The contact and cover seem a little disconnected in their intention. The cover suggests gritty war adventure, a Black Library style collection full of Warhammeresque plots and characters, but actually War Stories is far better than this. There is less Ernest Hemmingway then you might expect and more Erich Maria Remarque.
Some of the collection are in the best tradition of science fiction, posing questions about the human condition and making us ponder the ethical considerations of war. Perhaps this was the intention all along, to draw in a certain type of reader and send them away with something just as visceral as their usual fair, but also a lot more challenging.
The book is divided into sections or themes denoted by a contributed piece of art. It kicks of with some memorable tales. Stories like In the Loop by Ken Liu and The Radio by Susan Jane Bigelow give the reader a real context and blend well sketched characters into well plotted tales that leave you thinking about the choices you might make in the same situations. Non Standard Deviation by Richard Dansky fires an ethical salvo back at military boffins intent on insulating us from the morality of war and perfecting a point and click culture.
The crafting of subtext is not limited to near future works. Invincible by Jay Posey hides a thoughtful story behind a catchy title and ruminates on the price of immortality through the plot vehicle of a hostage rescue.

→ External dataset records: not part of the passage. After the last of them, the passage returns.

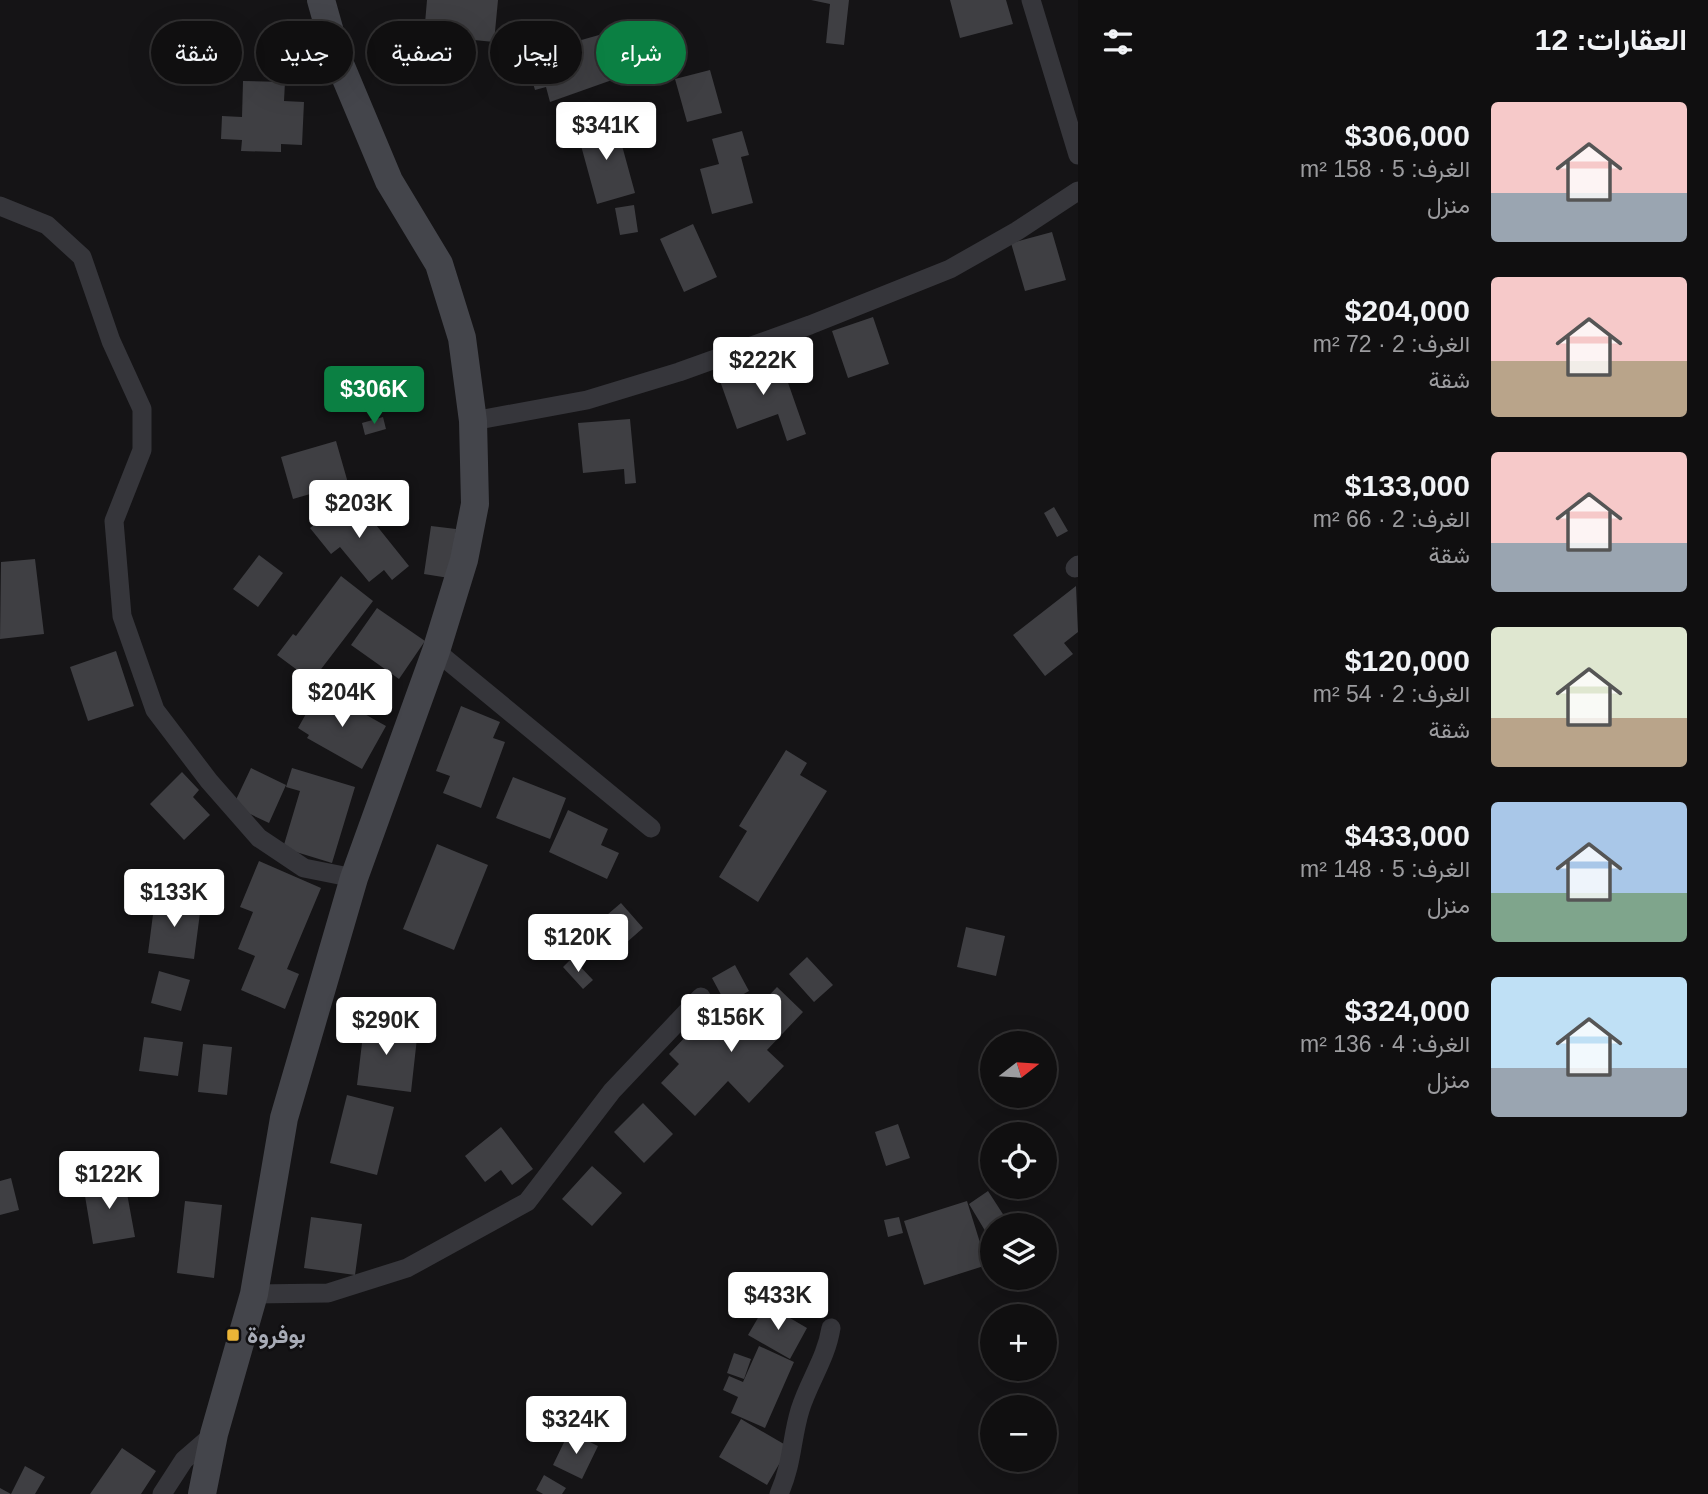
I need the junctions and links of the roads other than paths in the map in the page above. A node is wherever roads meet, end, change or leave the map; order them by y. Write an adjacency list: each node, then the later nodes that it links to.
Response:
1 (321, 0): 6 (main road)
2 (1031, 0): 3 (street)
3 (1078, 155)
4 (1078, 191): 6 (street)
5 (0, 206): 9 (street)
6 (473, 421): 7 (main road)
7 (436, 651): 8 (street); 9 (main road)
8 (651, 828)
9 (354, 878): 11 (main road)
10 (701, 998): 11 (street)
11 (254, 1294): 13 (main road)
12 (831, 1328): 16 (street)
13 (214, 1434): 14 (street); 15 (main road)
14 (162, 1494)
15 (202, 1494)
16 (779, 1494)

The anthology is at its best where it makes real world parallels and offers political comment - conflict situations that feel familiar but have moved on. The names of opposing sides changing a little like dance partners, with new slang derived from the modern colloquial, making the context relate-able and different at the same time.
There are places where the clichés still assert themselves - 'Grunts' and overly technical explanations of guns and the like, but then in part a science fiction audience is predisposed to this. At times the themes of the sections make the stories blur into each other a bit, particularly when the same technology is used in different ways. As with all writing in the genre it gets in the way when it prevents us from connecting with the context, unless that impersonality is being used to shine a light on the way we try to stay detached.
However, the length of each tale means you're only twenty minutes or so away from a different situation. In reading through, I only found one story that couldn't enjoy owing to a lack of identification. Everything else pulled me in different directions of interest as this intelligent flock of writers ruminated on the multifaceted nature of war and the human condition. War Stories is a collection of excellent works and undoubtedly an impressive tome for the bookshelf. Without its crowd source origin, I doubt it could have been as lavishly rendered and it is certainly all the better for the process. Perhaps you don't know all the names of the authors and buy the book to support one you do? If so, you'll be glad you did as its well worth it in its own right.
Written on 5th November 2014 by Allen Stroud .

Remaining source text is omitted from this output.